A análise das propriedades estruturais dos filmes de FMO foi realizada por meio de difração de raios-X (XRD) síncrotron e espectroscopia Raman. Os resultados mostraram que os filmes de FMO formam uma estrutura policristalina, com picos de difração que indicam uma orientação preferencial ao longo do eixo a. Além disso, as espectroscopias Raman confirmaram a formação de FMO na fase monoclínica, com a presença de um pico característico a 994 cm−1. A compatibilidade química entre o FMO e o LATP foi confirmada após a sinterização de uma mistura de pós de LATP e FMO a 500 °C em atmosfera inerte, sem a formação de subprodutos indesejados.

Em relação às propriedades eletroquímicas, os filmes de FMO mostraram um desempenho estável, com perfis de carga e descarga bem definidos em células com eletrólitos líquidos. Os filmes de FMO/LATP apresentaram capacidades iniciais de descarga e carga de 4,44 μAh cm−2 e 4,42 μAh cm−2, respectivamente, atingindo cerca de 88% da capacidade teórica esperada para um filme de 150 nm de espessura. Essa estabilidade durante os ciclos sugere que o FMO é um material promissor para uso em baterias sólidas de estado. A análise de voltametria de varredura linear (LSV) revelou que o FMO/LATP possui uma boa taxa de transferência de íons, com um aumento proporcional na corrente de pico de acordo com a raiz quadrada da taxa de varredura. A constante de difusão aparente de FMO foi estimada em 5,61 × 10−13 cm2 s−1, o que é superior à observada para outros materiais como LiFePO4, mas similar à do LiCoO2, amplamente utilizado em baterias comerciais.

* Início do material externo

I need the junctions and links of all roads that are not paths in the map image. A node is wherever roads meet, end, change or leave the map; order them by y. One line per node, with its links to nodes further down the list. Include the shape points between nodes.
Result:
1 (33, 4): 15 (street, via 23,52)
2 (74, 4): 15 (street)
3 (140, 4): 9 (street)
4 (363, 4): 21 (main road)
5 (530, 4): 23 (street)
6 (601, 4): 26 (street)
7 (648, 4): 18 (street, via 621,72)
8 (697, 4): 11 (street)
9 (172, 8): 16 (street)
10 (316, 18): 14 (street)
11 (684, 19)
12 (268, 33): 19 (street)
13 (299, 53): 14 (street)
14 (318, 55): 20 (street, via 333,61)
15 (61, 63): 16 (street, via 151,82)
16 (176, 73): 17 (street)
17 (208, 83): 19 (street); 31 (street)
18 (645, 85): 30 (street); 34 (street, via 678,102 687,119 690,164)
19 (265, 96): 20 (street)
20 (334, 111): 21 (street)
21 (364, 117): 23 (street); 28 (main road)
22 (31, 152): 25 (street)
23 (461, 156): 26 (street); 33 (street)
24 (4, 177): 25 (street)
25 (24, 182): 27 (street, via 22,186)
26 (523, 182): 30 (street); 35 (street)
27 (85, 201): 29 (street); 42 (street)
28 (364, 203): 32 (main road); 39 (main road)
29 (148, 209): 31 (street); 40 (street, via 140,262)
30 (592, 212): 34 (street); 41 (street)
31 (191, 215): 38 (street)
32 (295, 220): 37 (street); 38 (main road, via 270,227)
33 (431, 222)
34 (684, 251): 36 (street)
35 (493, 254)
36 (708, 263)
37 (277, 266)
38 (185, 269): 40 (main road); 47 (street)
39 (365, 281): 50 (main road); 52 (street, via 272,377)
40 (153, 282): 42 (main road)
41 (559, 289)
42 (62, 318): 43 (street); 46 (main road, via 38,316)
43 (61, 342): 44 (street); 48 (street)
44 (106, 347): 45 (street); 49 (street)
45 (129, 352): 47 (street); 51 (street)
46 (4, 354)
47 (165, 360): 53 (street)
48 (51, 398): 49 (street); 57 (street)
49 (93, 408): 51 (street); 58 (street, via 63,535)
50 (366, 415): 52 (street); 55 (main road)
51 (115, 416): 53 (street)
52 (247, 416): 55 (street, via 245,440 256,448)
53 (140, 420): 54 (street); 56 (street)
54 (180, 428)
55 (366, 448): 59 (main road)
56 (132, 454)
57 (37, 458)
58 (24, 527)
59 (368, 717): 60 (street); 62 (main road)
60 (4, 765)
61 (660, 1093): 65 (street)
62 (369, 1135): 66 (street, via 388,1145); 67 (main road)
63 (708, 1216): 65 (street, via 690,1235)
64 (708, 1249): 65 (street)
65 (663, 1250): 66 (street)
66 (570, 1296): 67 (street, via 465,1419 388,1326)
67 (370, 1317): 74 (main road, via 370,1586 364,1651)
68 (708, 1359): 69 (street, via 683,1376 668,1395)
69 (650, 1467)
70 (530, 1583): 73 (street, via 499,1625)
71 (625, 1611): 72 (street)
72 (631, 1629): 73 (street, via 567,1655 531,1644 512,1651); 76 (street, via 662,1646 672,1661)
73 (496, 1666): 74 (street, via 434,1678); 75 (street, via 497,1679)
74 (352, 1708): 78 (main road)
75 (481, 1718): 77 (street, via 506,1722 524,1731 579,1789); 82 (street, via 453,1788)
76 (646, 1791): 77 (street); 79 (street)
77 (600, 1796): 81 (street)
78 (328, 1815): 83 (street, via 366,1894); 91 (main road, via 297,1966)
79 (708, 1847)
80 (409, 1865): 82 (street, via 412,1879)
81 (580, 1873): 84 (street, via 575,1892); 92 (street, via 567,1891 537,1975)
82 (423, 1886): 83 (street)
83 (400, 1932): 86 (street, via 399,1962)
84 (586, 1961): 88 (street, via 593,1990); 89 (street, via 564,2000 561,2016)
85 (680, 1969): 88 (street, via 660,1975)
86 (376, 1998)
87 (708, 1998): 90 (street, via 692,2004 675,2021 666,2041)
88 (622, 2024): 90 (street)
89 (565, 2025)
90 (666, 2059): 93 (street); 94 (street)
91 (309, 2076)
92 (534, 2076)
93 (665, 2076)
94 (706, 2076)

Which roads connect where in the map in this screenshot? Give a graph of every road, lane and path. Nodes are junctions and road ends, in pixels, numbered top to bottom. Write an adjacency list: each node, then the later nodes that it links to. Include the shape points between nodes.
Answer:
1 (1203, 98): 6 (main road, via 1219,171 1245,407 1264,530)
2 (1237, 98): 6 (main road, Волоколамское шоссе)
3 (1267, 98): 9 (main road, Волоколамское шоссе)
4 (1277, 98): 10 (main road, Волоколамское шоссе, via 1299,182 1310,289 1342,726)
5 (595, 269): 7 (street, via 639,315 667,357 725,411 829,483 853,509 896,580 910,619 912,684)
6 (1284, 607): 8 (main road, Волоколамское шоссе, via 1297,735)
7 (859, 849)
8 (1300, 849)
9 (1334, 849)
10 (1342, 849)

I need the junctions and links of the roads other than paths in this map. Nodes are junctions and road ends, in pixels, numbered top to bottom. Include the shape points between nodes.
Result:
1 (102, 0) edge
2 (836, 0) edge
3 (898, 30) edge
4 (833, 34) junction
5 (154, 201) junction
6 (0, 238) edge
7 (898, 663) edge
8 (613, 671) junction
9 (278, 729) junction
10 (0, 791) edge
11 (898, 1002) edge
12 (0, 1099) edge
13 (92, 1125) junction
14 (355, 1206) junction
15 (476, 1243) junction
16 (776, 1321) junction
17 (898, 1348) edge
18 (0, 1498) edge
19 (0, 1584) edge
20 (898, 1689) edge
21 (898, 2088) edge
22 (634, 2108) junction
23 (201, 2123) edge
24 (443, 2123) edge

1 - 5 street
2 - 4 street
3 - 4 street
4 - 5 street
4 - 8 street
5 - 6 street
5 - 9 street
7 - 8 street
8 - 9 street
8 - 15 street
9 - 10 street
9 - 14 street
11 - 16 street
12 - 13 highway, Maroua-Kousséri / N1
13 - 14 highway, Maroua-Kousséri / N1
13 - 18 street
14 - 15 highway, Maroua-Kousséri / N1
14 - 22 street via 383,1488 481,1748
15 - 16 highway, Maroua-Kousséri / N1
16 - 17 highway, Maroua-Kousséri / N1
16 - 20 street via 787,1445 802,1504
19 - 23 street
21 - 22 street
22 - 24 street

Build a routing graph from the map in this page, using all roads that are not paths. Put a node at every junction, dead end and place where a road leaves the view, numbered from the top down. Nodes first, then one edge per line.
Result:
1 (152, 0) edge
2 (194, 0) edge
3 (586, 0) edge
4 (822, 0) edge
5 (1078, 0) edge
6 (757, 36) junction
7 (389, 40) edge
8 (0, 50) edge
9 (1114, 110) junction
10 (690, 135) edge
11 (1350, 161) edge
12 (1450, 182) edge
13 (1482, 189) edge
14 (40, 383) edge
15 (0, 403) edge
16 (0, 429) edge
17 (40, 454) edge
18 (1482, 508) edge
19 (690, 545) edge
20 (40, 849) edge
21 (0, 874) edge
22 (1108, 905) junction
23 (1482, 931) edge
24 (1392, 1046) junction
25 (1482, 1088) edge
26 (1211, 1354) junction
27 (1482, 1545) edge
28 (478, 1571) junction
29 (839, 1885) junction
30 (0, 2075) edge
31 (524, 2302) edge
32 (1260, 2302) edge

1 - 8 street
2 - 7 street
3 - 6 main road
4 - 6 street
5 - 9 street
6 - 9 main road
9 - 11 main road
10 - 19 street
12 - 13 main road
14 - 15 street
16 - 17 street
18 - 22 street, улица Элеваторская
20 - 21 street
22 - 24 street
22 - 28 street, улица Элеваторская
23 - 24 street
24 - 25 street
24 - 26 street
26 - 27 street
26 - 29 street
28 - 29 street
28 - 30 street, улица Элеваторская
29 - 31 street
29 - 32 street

Esses resultados indicam que, ao combinar FMO e LATP, é possível criar um sistema de bateria sólida com alta eficiência e estabilidade, ideal para aplicações de alta demanda e durabilidade. A orientação dos filmes de FMO e sua boa compatibilidade com o LATP são fatores chave para o desempenho eletroquímico estável, o que abre caminho para o desenvolvimento de novas gerações de baterias sólidas.

Além disso, é importante ressaltar que, embora o LATP seja estável em uma ampla gama de condições, sua utilização em baterias de alta tensão ainda demanda cuidados quanto à escolha de materiais para os eletrodos, já que o comportamento redutor em tensões abaixo de 2.3 V pode comprometer a durabilidade do sistema. Portanto, a contínua pesquisa e otimização de materiais como o FMO, juntamente com o LATP, será crucial para a criação de soluções mais eficientes e sustentáveis em baterias sólidas de estado.